How It All Started

Bob Phillips

The title of this blog was inspired by one of my Spanish professor's at Miami University of Ohio, Dr. Robert Phillips, who died in the e...

Showing posts with label eggplant. Show all posts
Showing posts with label eggplant. Show all posts

Friday, November 1, 2013

A Samhain Supper


I pulled out my Wicca Cookbook for Halloween (or Samhain - pronounced SOW-en - as the pagans call the holiday that takes place from the evening of October 31 through November 1). I found two recipes that I was able to make with ingredients I already had: Chicken-Barley Stew with Herbs; and Eclectic Eggplant, and I managed to time them so that they were both done at the same time!

Using my indispensable cast-iron pot, I sauteed 3 garlic cloves and some chopped scallions in 2 T. of butter, then added cut pieces of boneless, skinless chicken thighs and cooked until brown on all sides. Next I added 3 3/4 c. of water, 3 T. of red wine vinegar, 3/4 c. of barley, and two crushed bay leaves. This was left to simmer for about an hour. I started the preparation of the eggplant about halfway through the cooking of the soup. The eggplant was cut into slices, coated with flour, and then dipped into a mixture of egg, olive oil, garlic salt, and pepper, then coated with bread crumbs. They were placed in a greased baking pan and baked (covered in aluminum foil) at 375 for 15 minutes; then removed from the oven, and topped with tomato slices and shredded mozzarella cheese, then, back to the oven (uncovered) for another 10 minutes. Just before ladling the soup I added some minced fresh sage to it. Everything was served at once and looked gorgeous on our fall-themed table, presented along side some of our homemade mead.



Our first trick-or-treaters arrived just as we were sitting down to enjoy the meal, but it was still plenty warm when we got back from dispensing the candy.  James deemed the soup one of his top five favorites. The red wine vinegar gave it a good tangy taste. This turned out to be a good way for the us to prepare eggplant, too, as we are not big lovers of the purple plant, but occasionally get some in our CSA farm box. All the other flavors worked together to camouflage the taste of the eggplant and next time I would even cook it longer, as we prefer our eggplant really mushy.

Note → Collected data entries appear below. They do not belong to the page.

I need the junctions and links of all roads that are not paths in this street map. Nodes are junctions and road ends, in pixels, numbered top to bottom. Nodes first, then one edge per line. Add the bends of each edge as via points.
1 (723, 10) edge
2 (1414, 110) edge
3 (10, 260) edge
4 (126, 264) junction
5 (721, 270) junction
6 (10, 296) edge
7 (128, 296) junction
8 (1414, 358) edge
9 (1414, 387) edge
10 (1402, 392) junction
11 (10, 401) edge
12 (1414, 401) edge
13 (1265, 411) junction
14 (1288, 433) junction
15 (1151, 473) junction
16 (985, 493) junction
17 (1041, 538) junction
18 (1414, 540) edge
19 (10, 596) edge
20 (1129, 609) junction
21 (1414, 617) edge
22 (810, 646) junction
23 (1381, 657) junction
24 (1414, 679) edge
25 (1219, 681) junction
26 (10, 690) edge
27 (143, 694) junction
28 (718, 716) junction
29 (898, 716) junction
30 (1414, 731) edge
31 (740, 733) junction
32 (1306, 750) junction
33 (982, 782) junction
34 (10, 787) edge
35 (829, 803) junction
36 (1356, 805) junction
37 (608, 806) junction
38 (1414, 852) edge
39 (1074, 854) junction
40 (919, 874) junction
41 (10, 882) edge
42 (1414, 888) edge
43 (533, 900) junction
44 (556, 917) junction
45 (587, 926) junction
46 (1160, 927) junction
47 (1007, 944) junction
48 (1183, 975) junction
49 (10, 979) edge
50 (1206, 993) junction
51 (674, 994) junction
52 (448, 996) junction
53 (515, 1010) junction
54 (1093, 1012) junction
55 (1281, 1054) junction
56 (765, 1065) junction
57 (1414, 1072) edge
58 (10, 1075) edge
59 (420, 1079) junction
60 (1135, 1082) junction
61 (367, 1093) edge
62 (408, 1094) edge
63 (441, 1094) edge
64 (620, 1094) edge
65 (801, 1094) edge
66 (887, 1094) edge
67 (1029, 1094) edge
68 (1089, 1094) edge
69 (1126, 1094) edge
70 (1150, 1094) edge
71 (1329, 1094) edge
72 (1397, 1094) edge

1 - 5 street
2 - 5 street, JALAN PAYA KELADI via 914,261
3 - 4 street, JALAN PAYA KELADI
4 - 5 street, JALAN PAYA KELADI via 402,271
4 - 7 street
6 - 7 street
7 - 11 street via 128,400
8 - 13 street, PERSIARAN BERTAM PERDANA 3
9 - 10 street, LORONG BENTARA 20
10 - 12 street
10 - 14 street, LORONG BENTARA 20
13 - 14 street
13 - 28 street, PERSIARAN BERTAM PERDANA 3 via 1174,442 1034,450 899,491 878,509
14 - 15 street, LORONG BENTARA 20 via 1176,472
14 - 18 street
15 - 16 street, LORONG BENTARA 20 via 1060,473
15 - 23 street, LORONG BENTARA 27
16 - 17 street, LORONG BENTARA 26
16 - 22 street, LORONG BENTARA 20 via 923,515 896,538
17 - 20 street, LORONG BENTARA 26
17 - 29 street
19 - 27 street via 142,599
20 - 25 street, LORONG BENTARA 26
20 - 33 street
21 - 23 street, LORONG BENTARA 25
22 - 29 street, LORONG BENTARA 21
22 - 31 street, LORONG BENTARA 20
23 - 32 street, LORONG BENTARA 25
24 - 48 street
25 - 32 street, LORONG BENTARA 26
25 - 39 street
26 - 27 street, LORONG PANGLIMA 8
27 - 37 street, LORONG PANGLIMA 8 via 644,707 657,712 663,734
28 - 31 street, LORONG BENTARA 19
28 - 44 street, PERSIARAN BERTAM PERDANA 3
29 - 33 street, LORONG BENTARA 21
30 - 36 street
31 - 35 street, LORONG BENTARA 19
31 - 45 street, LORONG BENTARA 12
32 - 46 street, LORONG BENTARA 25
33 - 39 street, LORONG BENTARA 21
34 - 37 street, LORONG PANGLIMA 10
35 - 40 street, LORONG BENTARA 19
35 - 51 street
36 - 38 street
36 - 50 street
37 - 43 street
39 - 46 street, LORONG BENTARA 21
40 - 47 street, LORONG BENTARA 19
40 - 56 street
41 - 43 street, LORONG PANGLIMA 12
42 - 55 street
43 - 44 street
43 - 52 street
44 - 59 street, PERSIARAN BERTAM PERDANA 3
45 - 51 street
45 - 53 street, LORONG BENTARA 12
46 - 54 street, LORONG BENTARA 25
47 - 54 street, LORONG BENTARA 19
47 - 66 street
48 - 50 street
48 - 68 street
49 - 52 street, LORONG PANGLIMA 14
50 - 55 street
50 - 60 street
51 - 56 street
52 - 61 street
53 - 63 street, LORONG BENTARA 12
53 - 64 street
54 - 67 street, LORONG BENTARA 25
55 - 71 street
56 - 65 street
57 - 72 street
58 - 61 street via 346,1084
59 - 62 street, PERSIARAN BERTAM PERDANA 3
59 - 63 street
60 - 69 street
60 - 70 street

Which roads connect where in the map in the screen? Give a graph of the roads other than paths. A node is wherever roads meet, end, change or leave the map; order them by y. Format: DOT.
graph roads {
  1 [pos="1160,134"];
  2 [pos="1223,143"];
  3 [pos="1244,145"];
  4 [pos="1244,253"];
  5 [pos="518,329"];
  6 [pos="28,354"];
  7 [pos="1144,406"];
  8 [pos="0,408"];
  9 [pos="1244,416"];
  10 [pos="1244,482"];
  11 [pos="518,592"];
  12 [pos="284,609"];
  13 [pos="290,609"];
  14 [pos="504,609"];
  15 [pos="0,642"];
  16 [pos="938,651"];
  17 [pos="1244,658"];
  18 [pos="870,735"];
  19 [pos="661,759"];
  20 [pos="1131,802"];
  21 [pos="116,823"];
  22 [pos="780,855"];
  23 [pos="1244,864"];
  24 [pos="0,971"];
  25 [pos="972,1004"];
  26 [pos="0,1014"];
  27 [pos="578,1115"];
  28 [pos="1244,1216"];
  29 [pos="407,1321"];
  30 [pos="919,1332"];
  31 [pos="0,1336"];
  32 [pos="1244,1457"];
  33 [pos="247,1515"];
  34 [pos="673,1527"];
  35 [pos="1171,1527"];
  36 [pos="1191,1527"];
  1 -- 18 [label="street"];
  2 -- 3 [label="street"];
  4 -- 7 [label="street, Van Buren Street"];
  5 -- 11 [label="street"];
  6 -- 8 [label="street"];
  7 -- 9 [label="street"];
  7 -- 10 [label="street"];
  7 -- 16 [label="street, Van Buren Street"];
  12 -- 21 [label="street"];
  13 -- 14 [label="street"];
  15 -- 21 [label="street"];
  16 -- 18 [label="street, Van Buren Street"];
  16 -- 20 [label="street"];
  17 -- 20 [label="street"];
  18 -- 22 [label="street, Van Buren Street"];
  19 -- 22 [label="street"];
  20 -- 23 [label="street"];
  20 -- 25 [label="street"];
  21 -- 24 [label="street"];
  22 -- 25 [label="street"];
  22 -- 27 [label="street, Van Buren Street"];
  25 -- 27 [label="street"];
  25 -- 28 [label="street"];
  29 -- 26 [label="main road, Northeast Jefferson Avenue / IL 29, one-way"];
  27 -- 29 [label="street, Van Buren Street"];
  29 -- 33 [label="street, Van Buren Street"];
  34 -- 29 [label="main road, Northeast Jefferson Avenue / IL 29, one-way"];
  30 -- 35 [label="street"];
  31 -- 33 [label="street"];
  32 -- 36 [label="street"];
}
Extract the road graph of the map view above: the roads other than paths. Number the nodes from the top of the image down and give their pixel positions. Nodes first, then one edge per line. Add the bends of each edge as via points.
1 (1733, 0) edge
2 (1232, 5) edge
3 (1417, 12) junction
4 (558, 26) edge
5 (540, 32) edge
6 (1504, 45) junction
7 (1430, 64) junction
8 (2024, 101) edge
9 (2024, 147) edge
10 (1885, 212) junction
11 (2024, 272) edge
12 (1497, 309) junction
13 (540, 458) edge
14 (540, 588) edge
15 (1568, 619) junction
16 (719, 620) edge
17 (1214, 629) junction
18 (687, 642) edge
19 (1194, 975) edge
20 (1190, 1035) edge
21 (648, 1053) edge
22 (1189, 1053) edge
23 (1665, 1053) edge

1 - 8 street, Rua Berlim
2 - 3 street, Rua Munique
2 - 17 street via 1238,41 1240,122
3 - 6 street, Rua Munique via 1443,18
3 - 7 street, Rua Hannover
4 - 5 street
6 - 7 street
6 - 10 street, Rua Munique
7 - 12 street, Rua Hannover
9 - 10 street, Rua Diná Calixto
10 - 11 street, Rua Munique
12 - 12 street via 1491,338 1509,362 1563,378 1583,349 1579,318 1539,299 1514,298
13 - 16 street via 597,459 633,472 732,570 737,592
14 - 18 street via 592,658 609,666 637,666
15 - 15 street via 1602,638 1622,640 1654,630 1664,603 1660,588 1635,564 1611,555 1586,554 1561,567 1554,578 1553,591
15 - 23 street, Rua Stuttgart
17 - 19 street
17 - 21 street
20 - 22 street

A hearty warm meal for the start of the Pagan New Year.

Monday, August 26, 2013

Romantic Farm Box Fare

With the parental visit over, and our daughter away on a sleepover it seemed the time was ripe to for a "nueva receta" from Intercourses: An Aphrodisiac Cookbook. I had spotted the recipe for basil-eggplant soup when browsing the cookbook earlier this year and marked it with a plan to make it whenever we got some eggplant in our farm box. As it turned out this week's pick-up included just about all the ingredients we needed to make this delicious soup. I started by boiling and peeling some of the fresh tomatoes, and then peeling, dicing and boiling the eggplant. While the eggplant was cooking I sauteed some onions and garlic (also from the farm) in olive oil. I then added the tomatoes and eggplant to the pot with the onions and garlic, and then added 1 3/4 c. chicken stock, a bit of cayenne and some pepper. This was simmered for about half an hour. While the soup cooked I made the basil paste with 2 T. olive oil, 1 c. fresh basil (from the farm) and some feta cheese. These were put in the blender until a well mixed. The soup was then ladled into bowls with a dollop of the basil paste. Paired with some of our own IPA homebrew, and served some bread on the side it was a filling meal. It was a beautiful evening so we ate al fresco.

Tuesday, October 23, 2012

Eggplant, again?


Yes, like beets, James and I have discovered a special fondness for what we previously considered to be the Rodney Dangerfield of our farm box. From James' exceptional Ratatatatouille, to our tasty eggplant/squash/tomato stifado from the Moosewood Restaurant Cooks at Home, and our son's delight at Eggplant Paremesan we now look forward to getting this funny purple vegetable in our weekly haul. Our latest  recipe discovery comes once again from Deborah Madison: Eggplant with Feta Cheese and Tomato. The name says it all. There aren't many more ingredients than what we find in the title of the recipe. The eggplant was sliced in half lengthwise, scored and fried in olive oil, cut-side down, in our indispensable cast-iron skillet until a nice golden color, then flipped over for frying for a few minutes on the other side. Removed from the pan and placed in a small casserole dish they were sprinkled with the garlic salt provided in the season's first farm box delivery (this was not called for in the recipe, but when you cook a lot, you just know what will be good!) and topped with feta. Finally, I skinned, peeled, and cooked down two large tomatoes into a chunky sauce, which was spooned on top of the feta.The eggplant was then cooked for about 40 minutes at 350 in the convection oven. These turned out to be a delightful, crispy, flavorful, and satisfying meal.